■ Exercise brief ■
Take every line from the records below that includes the word "sans".

■ Records for this task ■
-=-=-=-=-
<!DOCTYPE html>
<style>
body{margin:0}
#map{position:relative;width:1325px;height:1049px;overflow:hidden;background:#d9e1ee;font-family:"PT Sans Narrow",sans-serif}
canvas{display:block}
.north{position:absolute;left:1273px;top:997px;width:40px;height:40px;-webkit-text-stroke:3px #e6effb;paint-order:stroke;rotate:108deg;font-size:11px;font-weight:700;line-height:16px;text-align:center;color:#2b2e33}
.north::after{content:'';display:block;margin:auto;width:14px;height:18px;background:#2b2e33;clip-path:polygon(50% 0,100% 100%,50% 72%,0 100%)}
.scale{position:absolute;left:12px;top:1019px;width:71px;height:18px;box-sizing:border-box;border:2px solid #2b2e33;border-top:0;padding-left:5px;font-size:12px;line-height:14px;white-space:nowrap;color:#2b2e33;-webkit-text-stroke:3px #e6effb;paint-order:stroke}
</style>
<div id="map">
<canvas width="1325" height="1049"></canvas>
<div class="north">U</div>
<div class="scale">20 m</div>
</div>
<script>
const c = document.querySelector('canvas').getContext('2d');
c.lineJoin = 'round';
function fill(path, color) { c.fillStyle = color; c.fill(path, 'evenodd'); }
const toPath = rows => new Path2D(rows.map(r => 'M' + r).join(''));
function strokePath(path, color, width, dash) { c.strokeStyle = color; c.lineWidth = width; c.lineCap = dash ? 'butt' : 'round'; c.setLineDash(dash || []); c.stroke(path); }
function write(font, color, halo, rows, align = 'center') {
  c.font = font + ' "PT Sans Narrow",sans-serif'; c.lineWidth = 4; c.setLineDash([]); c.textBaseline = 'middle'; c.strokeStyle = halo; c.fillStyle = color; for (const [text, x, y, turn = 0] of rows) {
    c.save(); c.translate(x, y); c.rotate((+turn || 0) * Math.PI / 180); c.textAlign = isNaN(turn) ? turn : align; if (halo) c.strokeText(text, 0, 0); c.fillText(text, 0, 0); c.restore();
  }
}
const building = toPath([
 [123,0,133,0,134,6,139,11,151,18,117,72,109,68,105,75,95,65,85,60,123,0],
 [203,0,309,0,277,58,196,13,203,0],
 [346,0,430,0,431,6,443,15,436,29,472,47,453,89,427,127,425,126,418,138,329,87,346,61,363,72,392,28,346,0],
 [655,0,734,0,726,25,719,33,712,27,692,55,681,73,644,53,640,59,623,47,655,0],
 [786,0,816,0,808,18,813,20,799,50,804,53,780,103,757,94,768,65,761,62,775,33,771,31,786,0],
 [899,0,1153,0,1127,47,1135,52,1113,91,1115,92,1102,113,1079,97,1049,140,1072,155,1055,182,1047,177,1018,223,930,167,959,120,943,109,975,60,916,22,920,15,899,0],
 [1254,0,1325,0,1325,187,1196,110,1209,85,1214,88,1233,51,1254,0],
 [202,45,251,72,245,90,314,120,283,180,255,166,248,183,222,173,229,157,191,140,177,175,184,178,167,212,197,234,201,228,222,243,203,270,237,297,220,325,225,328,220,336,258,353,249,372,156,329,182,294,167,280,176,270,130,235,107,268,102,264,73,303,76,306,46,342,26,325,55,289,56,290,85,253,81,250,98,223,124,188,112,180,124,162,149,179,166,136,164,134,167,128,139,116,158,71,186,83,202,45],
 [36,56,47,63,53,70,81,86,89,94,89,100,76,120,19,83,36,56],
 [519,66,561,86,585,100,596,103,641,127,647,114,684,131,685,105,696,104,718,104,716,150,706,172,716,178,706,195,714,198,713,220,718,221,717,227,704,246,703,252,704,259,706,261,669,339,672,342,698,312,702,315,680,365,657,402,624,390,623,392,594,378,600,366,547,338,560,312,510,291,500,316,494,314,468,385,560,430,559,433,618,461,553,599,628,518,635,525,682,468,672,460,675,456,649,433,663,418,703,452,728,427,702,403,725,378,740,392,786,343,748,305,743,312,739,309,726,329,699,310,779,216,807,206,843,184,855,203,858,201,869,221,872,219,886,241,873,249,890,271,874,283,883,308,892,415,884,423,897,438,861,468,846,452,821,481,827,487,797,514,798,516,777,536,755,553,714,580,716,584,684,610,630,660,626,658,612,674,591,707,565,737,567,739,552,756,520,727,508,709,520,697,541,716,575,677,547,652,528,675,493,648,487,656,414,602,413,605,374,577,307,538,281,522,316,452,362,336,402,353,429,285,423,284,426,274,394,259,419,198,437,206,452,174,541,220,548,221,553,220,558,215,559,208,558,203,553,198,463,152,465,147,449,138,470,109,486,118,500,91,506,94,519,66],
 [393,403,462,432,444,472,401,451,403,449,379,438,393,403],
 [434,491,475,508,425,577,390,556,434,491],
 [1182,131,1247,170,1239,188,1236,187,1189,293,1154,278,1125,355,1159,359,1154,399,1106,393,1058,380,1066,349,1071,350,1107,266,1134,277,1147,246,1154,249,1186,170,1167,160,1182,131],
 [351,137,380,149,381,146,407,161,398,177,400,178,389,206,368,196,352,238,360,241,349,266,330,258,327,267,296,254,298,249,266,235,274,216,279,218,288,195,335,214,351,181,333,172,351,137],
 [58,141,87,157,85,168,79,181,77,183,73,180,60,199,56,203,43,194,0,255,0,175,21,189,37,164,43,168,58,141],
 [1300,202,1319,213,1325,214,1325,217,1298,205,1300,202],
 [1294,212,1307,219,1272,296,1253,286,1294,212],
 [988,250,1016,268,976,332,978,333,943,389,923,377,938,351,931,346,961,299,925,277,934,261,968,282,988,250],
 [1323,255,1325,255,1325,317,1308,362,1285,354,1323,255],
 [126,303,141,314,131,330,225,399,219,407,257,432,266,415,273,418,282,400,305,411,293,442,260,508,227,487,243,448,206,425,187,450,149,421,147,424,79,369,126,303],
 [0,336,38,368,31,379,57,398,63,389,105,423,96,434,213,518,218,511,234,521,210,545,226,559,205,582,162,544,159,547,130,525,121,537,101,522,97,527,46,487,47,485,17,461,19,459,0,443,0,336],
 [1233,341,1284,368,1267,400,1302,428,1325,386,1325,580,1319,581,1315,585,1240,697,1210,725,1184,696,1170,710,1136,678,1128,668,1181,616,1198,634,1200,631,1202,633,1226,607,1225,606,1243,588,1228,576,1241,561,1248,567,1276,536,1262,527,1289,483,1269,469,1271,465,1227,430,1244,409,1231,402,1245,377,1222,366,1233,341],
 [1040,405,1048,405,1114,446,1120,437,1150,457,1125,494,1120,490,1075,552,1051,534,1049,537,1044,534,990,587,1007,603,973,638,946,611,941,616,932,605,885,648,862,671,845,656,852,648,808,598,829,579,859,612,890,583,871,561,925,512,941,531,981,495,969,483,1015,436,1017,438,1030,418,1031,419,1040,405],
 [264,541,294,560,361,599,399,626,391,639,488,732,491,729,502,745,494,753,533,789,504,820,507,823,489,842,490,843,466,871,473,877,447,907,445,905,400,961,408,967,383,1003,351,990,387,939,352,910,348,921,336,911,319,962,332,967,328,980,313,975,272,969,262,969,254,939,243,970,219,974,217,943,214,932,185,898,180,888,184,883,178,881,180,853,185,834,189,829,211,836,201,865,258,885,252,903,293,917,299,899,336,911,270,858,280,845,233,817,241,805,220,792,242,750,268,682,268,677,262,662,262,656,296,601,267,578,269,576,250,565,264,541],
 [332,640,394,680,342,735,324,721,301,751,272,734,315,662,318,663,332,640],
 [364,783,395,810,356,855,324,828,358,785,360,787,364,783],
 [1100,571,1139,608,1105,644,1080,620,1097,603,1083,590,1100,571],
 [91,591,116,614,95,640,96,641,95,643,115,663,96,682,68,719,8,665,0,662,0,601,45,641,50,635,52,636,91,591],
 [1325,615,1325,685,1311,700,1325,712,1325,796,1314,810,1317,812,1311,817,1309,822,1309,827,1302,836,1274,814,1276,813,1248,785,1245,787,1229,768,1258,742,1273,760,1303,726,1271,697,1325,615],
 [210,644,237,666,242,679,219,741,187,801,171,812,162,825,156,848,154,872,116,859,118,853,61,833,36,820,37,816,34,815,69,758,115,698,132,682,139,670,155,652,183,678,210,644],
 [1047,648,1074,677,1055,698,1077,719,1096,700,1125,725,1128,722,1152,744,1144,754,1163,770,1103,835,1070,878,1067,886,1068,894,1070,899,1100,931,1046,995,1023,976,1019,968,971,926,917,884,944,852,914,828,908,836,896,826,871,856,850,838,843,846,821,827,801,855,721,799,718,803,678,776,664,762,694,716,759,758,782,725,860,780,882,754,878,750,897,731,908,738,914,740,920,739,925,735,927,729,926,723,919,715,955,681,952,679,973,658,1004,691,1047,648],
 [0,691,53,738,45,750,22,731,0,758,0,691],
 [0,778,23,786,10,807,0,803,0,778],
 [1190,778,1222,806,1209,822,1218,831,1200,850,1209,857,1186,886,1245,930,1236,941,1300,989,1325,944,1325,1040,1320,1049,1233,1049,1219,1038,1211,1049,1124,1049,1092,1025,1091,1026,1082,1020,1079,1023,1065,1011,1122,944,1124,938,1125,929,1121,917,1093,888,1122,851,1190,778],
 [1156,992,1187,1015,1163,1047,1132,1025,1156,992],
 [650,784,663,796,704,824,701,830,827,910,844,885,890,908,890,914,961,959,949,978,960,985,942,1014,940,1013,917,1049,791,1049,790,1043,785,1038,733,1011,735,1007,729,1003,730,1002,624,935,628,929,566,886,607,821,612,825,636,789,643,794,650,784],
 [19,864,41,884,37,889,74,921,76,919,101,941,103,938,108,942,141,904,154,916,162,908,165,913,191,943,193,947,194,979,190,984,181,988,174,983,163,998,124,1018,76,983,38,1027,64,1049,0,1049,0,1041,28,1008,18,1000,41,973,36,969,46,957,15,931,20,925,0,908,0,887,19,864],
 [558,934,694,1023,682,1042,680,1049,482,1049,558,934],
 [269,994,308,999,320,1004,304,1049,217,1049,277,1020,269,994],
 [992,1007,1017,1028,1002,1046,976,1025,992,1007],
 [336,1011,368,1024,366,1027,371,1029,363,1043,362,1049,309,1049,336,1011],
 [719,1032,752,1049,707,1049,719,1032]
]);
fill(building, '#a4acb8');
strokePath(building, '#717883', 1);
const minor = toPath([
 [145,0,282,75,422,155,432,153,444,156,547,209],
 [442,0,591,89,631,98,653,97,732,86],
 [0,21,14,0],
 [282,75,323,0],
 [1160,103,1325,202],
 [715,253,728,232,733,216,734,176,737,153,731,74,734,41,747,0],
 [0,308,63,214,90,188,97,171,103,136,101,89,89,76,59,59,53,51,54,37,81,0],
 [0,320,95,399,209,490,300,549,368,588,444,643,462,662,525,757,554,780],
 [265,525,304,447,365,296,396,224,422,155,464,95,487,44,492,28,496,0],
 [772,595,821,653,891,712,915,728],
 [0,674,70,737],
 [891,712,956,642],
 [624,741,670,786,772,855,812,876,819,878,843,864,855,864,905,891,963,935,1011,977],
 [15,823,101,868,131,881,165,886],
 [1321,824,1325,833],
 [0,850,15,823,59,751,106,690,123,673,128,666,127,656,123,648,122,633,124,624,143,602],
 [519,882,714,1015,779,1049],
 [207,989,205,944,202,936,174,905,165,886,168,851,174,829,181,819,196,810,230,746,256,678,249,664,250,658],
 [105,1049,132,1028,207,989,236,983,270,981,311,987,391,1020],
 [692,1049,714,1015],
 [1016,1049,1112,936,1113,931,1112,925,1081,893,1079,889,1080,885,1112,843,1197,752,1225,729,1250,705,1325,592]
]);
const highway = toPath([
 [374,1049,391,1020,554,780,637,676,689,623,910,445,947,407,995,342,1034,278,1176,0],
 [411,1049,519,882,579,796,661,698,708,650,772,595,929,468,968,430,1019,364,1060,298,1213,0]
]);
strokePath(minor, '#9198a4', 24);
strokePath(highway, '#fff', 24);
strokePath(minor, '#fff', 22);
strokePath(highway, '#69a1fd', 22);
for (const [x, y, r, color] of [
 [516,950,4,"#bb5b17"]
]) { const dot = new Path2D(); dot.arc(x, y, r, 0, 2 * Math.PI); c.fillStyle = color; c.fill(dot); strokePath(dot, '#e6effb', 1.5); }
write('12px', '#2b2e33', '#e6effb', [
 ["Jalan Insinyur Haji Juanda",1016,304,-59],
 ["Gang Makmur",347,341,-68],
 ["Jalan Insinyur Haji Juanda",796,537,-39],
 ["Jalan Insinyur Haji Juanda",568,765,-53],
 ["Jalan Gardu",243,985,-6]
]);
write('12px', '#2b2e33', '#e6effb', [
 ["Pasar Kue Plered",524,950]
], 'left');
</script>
-=-=-=-=-
■ Response ■
#map{position:relative;width:1325px;height:1049px;overflow:hidden;background:#d9e1ee;font-family:"PT Sans Narrow",sans-serif}
  c.font = font + ' "PT Sans Narrow",sans-serif'; c.lineWidth = 4; c.setLineDash([]); c.textBaseline = 'middle'; c.strokeStyle = halo; c.fillStyle = color; for (const [text, x, y, turn = 0] of rows) {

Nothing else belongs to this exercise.